How dare Maggie Gyllenhaal and Peter Skarsgard name their daughter after Ramona Quimby, making it impossible for the rest of us to use this idea!
I could explain the plot of "Ramona and Her Mother," but Cleary's writing is so direct, so crystal-clear, no explanation is necessary.
Suffice it to say that, when young Cleary was setting out to become a writer, her mother gave her two pieces of advice: "Keep it simple and make it funny".......and Cleary did just that, over and over, throughout her spectacular career.

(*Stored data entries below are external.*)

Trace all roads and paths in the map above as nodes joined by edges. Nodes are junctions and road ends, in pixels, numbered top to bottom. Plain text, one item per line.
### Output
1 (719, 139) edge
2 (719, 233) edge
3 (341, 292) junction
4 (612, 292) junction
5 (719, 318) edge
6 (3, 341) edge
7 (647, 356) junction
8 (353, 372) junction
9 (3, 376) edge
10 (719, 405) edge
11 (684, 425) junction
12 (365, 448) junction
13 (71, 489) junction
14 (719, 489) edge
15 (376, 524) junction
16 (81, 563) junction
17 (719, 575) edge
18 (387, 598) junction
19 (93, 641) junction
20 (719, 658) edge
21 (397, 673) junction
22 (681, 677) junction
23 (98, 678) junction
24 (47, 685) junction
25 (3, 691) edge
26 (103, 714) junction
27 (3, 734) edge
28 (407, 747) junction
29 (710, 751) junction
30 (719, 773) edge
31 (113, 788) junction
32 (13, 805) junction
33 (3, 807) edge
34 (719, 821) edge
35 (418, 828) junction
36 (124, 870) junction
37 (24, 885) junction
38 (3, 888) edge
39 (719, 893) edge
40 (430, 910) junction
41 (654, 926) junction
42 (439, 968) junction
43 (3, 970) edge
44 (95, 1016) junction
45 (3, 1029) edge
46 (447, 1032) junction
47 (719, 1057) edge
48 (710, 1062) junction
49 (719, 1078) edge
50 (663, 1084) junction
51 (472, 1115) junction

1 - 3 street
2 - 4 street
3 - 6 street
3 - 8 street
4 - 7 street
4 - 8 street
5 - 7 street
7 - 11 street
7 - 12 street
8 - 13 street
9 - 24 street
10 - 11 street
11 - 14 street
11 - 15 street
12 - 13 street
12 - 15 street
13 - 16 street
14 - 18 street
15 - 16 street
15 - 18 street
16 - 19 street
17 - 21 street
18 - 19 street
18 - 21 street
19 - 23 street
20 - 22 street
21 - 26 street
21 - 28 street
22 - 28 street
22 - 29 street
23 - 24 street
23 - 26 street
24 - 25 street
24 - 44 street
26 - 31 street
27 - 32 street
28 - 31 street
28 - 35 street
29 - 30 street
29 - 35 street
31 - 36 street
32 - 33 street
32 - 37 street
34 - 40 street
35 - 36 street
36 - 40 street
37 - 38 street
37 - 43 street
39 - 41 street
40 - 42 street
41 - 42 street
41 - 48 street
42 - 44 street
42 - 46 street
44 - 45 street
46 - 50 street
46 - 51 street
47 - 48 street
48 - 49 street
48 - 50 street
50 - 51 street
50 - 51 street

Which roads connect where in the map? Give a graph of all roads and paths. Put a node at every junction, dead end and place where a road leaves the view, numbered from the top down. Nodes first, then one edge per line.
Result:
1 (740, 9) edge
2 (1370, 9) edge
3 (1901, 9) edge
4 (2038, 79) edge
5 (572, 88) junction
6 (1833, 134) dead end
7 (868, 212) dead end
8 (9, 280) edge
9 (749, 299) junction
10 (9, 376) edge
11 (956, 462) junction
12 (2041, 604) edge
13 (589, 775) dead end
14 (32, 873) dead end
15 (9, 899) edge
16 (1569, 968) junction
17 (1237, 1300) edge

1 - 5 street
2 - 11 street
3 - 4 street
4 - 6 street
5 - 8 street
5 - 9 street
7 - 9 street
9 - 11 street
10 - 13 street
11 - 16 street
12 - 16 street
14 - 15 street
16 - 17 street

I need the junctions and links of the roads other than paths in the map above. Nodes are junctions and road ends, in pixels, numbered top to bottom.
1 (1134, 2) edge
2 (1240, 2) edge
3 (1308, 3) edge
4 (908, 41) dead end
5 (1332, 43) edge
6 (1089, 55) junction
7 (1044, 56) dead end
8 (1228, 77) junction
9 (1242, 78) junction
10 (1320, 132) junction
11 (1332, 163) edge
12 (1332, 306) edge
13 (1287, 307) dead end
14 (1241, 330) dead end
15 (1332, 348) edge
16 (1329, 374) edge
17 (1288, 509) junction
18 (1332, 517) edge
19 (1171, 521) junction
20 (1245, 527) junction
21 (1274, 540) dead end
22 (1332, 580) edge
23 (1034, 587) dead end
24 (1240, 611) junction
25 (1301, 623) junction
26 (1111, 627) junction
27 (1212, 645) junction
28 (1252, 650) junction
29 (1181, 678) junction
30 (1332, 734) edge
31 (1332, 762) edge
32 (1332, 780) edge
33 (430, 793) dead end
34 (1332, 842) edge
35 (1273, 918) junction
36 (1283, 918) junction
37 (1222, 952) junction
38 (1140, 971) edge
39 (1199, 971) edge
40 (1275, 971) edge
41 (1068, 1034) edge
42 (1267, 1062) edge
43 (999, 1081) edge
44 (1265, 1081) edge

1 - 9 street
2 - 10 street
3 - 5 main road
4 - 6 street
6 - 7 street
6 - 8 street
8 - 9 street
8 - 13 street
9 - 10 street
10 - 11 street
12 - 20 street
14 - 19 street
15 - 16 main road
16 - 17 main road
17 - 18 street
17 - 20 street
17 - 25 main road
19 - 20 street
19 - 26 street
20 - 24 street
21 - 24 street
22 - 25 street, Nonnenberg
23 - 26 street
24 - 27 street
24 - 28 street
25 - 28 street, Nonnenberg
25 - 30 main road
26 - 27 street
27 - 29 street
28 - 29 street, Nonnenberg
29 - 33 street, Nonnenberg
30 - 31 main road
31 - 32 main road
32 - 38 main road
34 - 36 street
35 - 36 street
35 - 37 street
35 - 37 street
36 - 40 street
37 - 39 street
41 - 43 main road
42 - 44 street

Oh, OK: I'll mention a few specifics about this particular book. At the end of the novel, Ramona learns that her teacher thinks that she is a "sparkler," and so she redesigns her signature to make the "y" of "Quimby" into a little sparkler that you would see on the fourth of July. (And, yes, I was so charmed by this ending that I went ahead and re-wrote my own signature, and turned the final "t" into a sparkler.) .....Also, in this novel, you have a constant sense of Mom's struggles, even as Ramona repeatedly misinterprets what is happening in Mom's life. (And how difficult it is to pull off this feat--to communicate to the reader that, though the protagonist is seeing events in one way, events are actually unfolding in quite a different way.....This is the kind of work that Jane Austen does in "Emma." And when P.D. James points out that all good novels are really, at heart, detective novels, she might as well be talking about "Ramona and Her Mother." You know throughout the book that something significant is on Mom's mind, and when you finally learn what it is, you can appreciate how carefully Cleary has laid out her clues.)
Certain writers are just miraculously capable of writing several well-made books. This is not to say they are the most awe-inspiring writers on a sentence-by-sentence level. (I think Lorrie Moore writes the most beautiful and surprising sentences you can find in a book, and yet often her novels don't quite work. Things don't add up. The plot is rather lumpy and sluggish.) .....Writers such as Beverly Cleary, Barbara Pym, and Hilary Mantel may not put together the most memorable sentences, but their books simply work......they work in a way that few other books can pull off. And, yes, I would rank Cleary with Pym and Mantel. Cleary is an American treasure whose reputation will only grow in the next 100 years.
Finally, I feel compelled to point out that Cleary's memoirs are as terrific as her fiction. The sensible, quietly resilient way with which she deals with life's disappointments--very little money, an overbearing boyfriend, some mildly crazy parents.....the toughness Cleary displays is inspiring.
And when, around the age of 30, she takes some time off from one of her various librarian jobs and sits down to begin to write, you find yourself holding your breath.
You know what kind of work is on its way.